### TASK BRIEF
Every line that contains the word "Summertree" should be copied from the records below.

Extracted data entries:

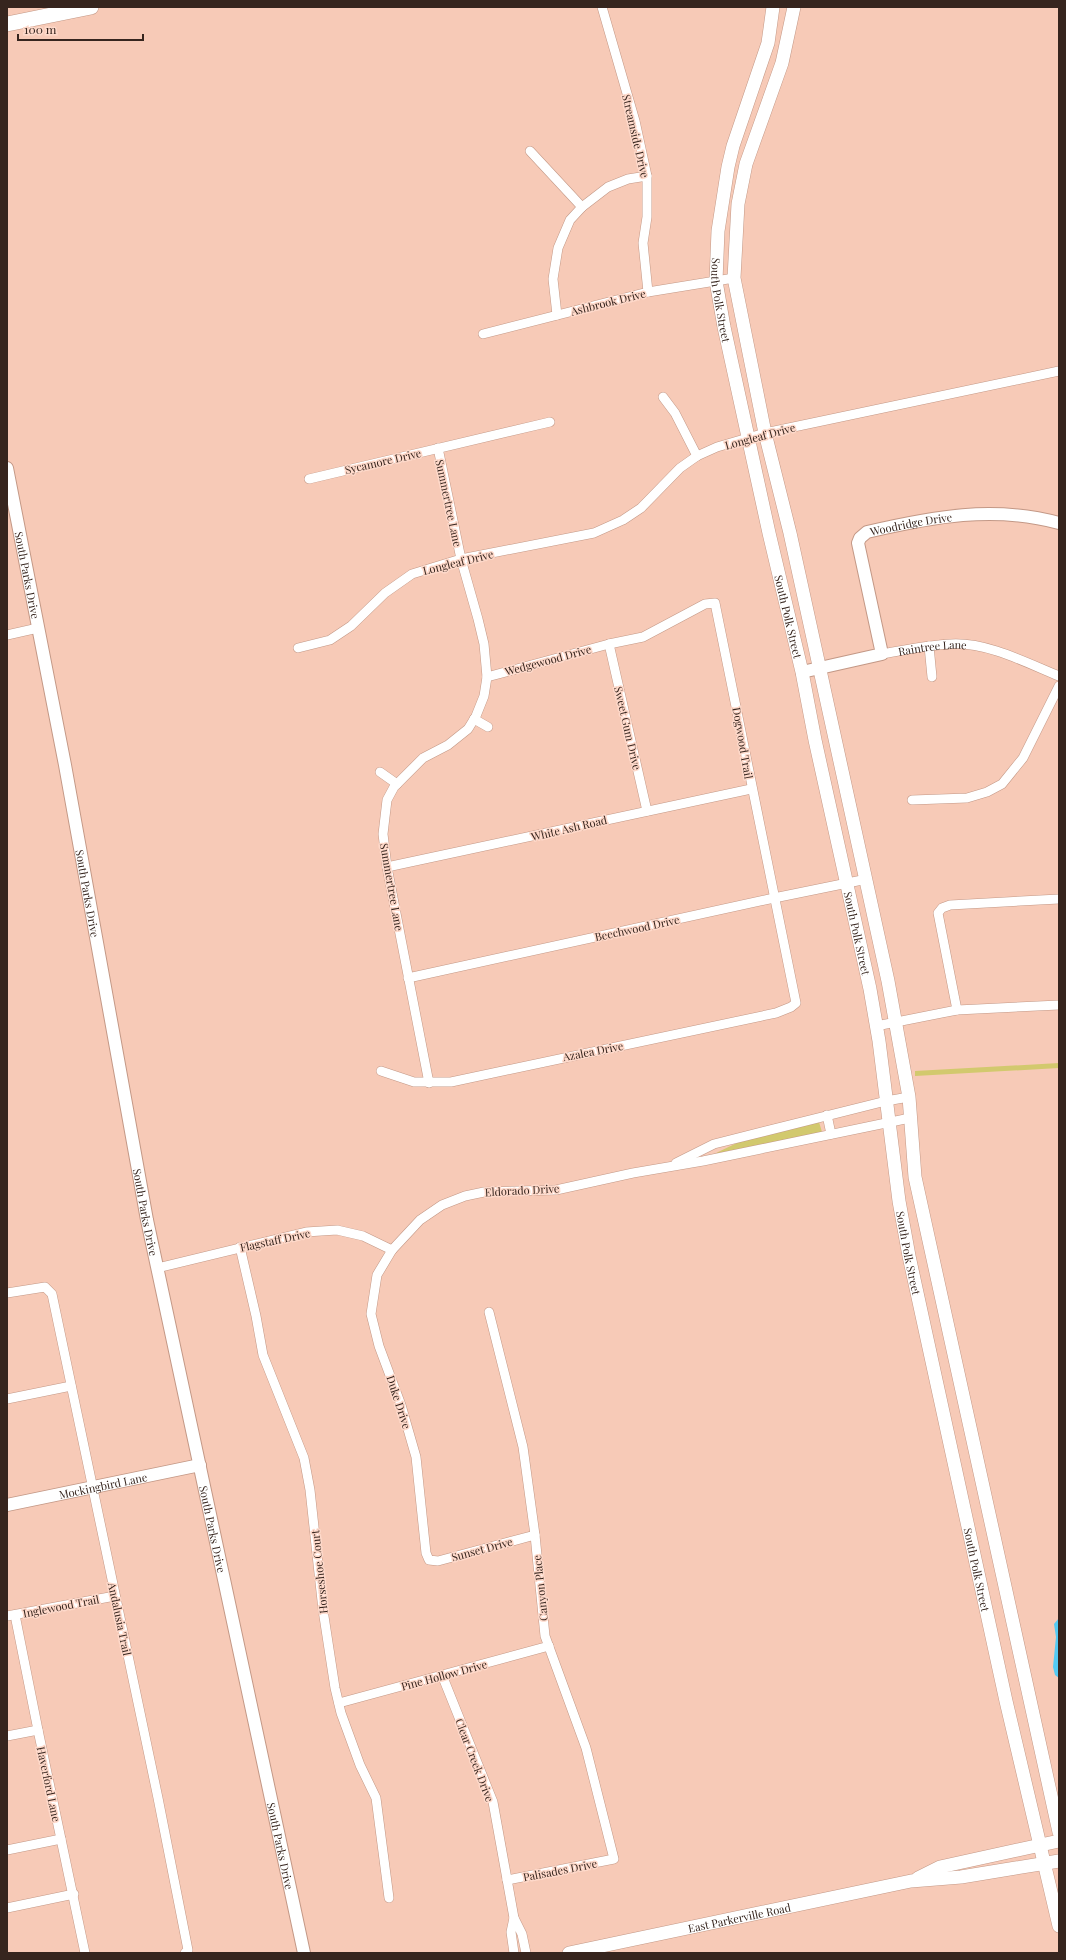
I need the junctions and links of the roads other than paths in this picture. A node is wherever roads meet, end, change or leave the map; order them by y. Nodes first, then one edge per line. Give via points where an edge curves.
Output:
1 (91, 7) edge
2 (602, 7) edge
3 (773, 7) edge
4 (794, 7) edge
5 (7, 24) edge
6 (530, 151) dead end
7 (647, 176) junction
8 (582, 207) junction
9 (734, 278) junction
10 (716, 281) junction
11 (648, 292) junction
12 (557, 315) junction
13 (483, 334) dead end
14 (1059, 371) edge
15 (663, 397) dead end
16 (550, 422) dead end
17 (765, 433) junction
18 (749, 436) junction
19 (438, 448) junction
20 (697, 456) junction
21 (7, 468) edge
22 (309, 479) dead end
23 (1059, 523) edge
24 (461, 559) junction
25 (38, 628) junction
26 (7, 635) edge
27 (609, 644) junction
28 (929, 646) junction
29 (298, 648) dead end
30 (882, 654) junction
31 (820, 668) junction
32 (802, 672) junction
33 (1059, 676) edge
34 (487, 677) junction
35 (932, 677) dead end
36 (1059, 686) edge
37 (474, 719) junction
38 (488, 727) dead end
39 (380, 772) dead end
40 (397, 784) junction
41 (751, 789) junction
42 (912, 800) dead end
43 (647, 811) junction
44 (387, 867) junction
45 (867, 880) junction
46 (847, 884) junction
47 (774, 898) junction
48 (1059, 899) edge
49 (408, 978) junction
50 (794, 995) joint
51 (1059, 1005) edge
52 (957, 1010) junction
53 (895, 1023) junction
54 (876, 1026) junction
55 (381, 1071) dead end
56 (429, 1083) junction
57 (908, 1097) junction
58 (886, 1100) junction
59 (827, 1115) junction
60 (910, 1118) junction
61 (889, 1122) junction
62 (831, 1134) junction
63 (669, 1167) junction
64 (240, 1247) junction
65 (392, 1250) junction
66 (157, 1268) junction
67 (7, 1293) edge
68 (489, 1312) dead end
69 (70, 1386) junction
70 (7, 1399) edge
71 (200, 1465) junction
72 (92, 1488) junction
73 (7, 1505) edge
74 (535, 1535) junction
75 (429, 1560) joint
76 (115, 1596) junction
77 (11, 1616) edge
78 (549, 1646) junction
79 (442, 1675) junction
80 (338, 1703) junction
81 (38, 1730) junction
82 (7, 1736) edge
83 (1059, 1832) edge
84 (61, 1839) junction
85 (1059, 1841) edge
86 (1039, 1846) junction
87 (7, 1850) edge
88 (614, 1860) joint
89 (1059, 1861) edge
90 (1043, 1863) junction
91 (507, 1880) junction
92 (911, 1881) junction
93 (74, 1894) junction
94 (389, 1898) dead end
95 (7, 1908) edge
96 (514, 1918) junction
97 (1059, 1926) edge
98 (86, 1953) edge
99 (185, 1953) edge
100 (304, 1953) edge
101 (514, 1953) edge
102 (526, 1953) edge
103 (569, 1953) edge

1 - 5 main road
2 - 7 street, Streamside Drive via 635,121
3 - 10 main road, South Polk Street via 768,43 728,167 718,231
4 - 9 main road, South Polk Street via 782,64 746,164 738,204
6 - 8 street
7 - 8 street via 628,179 608,187
7 - 11 street, Streamside Drive via 647,217 643,243
8 - 12 street via 570,220 558,248 553,278
9 - 10 street, Ashbrook Drive
9 - 17 main road, South Polk Street
10 - 11 street, Ashbrook Drive
10 - 18 main road, South Polk Street
11 - 12 street, Ashbrook Drive
12 - 13 street, Ashbrook Drive
14 - 17 street, Longleaf Drive
15 - 20 street via 675,413
16 - 19 street, Sycamore Drive
17 - 18 street, Longleaf Drive
17 - 31 main road, South Polk Street
18 - 20 street, Longleaf Drive
18 - 32 main road, South Polk Street
19 - 22 street, Sycamore Drive
19 - 24 street, Summertree Lane
20 - 24 street, Longleaf Drive via 680,468 641,508 623,520 594,533
21 - 25 street, South Parks Drive
23 - 30 street, Woodridge Drive via 1035,516 981,513 944,516 867,532 858,543
24 - 29 street, Longleaf Drive via 412,574 385,593 352,626 330,640
24 - 34 street, Summertree Lane via 484,644
25 - 26 street
25 - 66 street, South Parks Drive
27 - 34 street, Wedgewood Drive
27 - 41 street, Dogwood Trail via 643,637 705,604 715,603 720,618
27 - 43 street, Sweet Gum Drive
28 - 30 street, Raintree Lane
28 - 33 street, Raintree Lane via 969,645 1008,655
28 - 35 street
30 - 31 street, Raintree Lane
31 - 32 street, Raintree Lane
31 - 45 main road, South Polk Street
32 - 46 main road, South Polk Street
34 - 37 street, Summertree Lane via 484,696
36 - 42 street via 1023,758 1002,784 967,798
37 - 38 street
37 - 40 street, Summertree Lane via 468,729 448,745 423,758
39 - 40 street
40 - 44 street, Summertree Lane via 387,800 383,834
41 - 43 street, White Ash Road
41 - 47 street, Dogwood Trail
43 - 44 street, White Ash Road
44 - 49 street, Summertree Lane
45 - 46 street, Beechwood Drive
45 - 53 main road, South Polk Street
46 - 47 street, Beechwood Drive
46 - 54 main road, South Polk Street
47 - 49 street, Beechwood Drive
47 - 50 street, Dogwood Trail
48 - 52 street via 950,905 942,908 938,913
49 - 56 street, Summertree Lane
50 - 56 street, Azalea Drive via 796,1003 776,1013 451,1082
51 - 52 street
52 - 53 street
53 - 54 street
53 - 57 main road, South Polk Street
54 - 58 main road, South Polk Street
55 - 56 street, Azalea Drive via 414,1082
57 - 58 street, Eldorado Drive
57 - 60 main road, South Polk Street
58 - 59 street, Eldorado Drive
58 - 61 main road, South Polk Street
59 - 62 street
59 - 63 street, Eldorado Drive via 714,1144
60 - 61 street, Eldorado Drive
60 - 83 main road, South Polk Street via 915,1177
61 - 62 street, Eldorado Drive
61 - 86 main road, South Polk Street via 910,1262
62 - 63 street, Eldorado Drive
63 - 65 street, Eldorado Drive via 556,1190 484,1192 466,1196 442,1205 420,1220
64 - 65 street, Flagstaff Drive via 306,1232 337,1230 363,1236
64 - 66 street, Flagstaff Drive
64 - 80 street, Horseshoe Court via 263,1355 304,1458 323,1610
65 - 75 street, Duke Drive via 377,1275 371,1314 416,1457 426,1553
66 - 71 street, South Parks Drive
67 - 69 street, Andalusia Trail via 45,1287 52,1294
68 - 74 street, Canyon Place via 523,1447
69 - 70 street
69 - 72 street, Andalusia Trail
71 - 72 street, Mockingbird Lane
71 - 100 street, South Parks Drive
72 - 73 street, Mockingbird Lane
72 - 76 street, Andalusia Trail
74 - 75 street, Sunset Drive via 438,1561
74 - 78 street, Canyon Place via 545,1636
76 - 77 street, Inglewood Trail
76 - 99 street, Andalusia Trail via 182,1919 188,1950
77 - 81 street, Haverford Lane
78 - 79 street, Pine Hollow Drive
78 - 88 street, Canyon Place via 586,1748
79 - 80 street, Pine Hollow Drive
79 - 91 street, Clear Creek Drive via 493,1802
80 - 94 street, Horseshoe Court via 360,1765 376,1798
81 - 82 street
81 - 84 street, Haverford Lane
84 - 87 street
84 - 93 street, Haverford Lane
85 - 86 main road, East Parkerville Road
86 - 90 main road, South Polk Street
86 - 92 main road, East Parkerville Road via 940,1867
88 - 91 street, Palisades Drive
89 - 90 main road, East Parkerville Road
90 - 92 main road, East Parkerville Road via 961,1877
90 - 97 main road, South Polk Street
91 - 96 street, Clear Creek Drive
92 - 103 main road, East Parkerville Road
93 - 95 street
93 - 98 street, Haverford Lane
96 - 101 street, Clear Creek Drive via 511,1932
96 - 102 street, Clear Creek Drive via 522,1934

### YOUR SOLUTION
19 - 24 street, Summertree Lane
24 - 34 street, Summertree Lane via 484,644
34 - 37 street, Summertree Lane via 484,696
37 - 40 street, Summertree Lane via 468,729 448,745 423,758
40 - 44 street, Summertree Lane via 387,800 383,834
44 - 49 street, Summertree Lane
49 - 56 street, Summertree Lane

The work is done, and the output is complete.